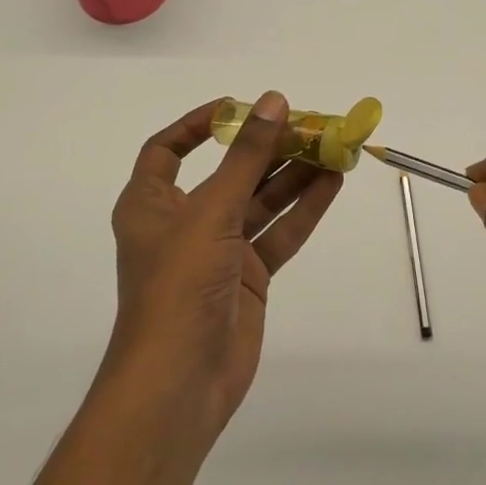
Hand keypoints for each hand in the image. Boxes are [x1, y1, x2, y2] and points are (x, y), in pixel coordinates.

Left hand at [103, 92, 341, 440]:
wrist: (180, 383)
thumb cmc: (179, 285)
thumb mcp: (212, 211)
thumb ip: (247, 156)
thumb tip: (274, 101)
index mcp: (152, 203)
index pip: (167, 150)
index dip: (199, 125)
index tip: (239, 106)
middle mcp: (184, 222)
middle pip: (229, 172)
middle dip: (268, 148)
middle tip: (310, 125)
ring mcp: (219, 251)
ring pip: (260, 201)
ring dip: (294, 175)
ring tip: (333, 148)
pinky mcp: (248, 277)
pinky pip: (278, 233)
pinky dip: (303, 209)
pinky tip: (332, 184)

*Instructions for the task*: From the data above, write out everything exactly except the pictures.

*Exercise answer*:
Hand keypoints for each hand in the image. Boxes are [x1, y1, x2, y2] and points are (x, y), in pixel coordinates.

Left hand at [103, 92, 341, 440]:
wrist: (180, 383)
thumb cmc: (179, 285)
thumb mcp: (212, 211)
thumb ip: (247, 156)
thumb tip: (274, 101)
index mcp: (152, 203)
index pip: (167, 150)
index dip: (199, 125)
index tip: (239, 106)
middle mcp: (184, 222)
middle pip: (229, 172)
middle dip: (268, 148)
middle tip: (310, 125)
ring mcp: (219, 251)
ring pip: (260, 201)
ring dip: (294, 175)
ring tip: (333, 148)
pinky mcp: (248, 277)
pinky pip: (278, 233)
pinky dip: (303, 209)
pinky tip: (332, 184)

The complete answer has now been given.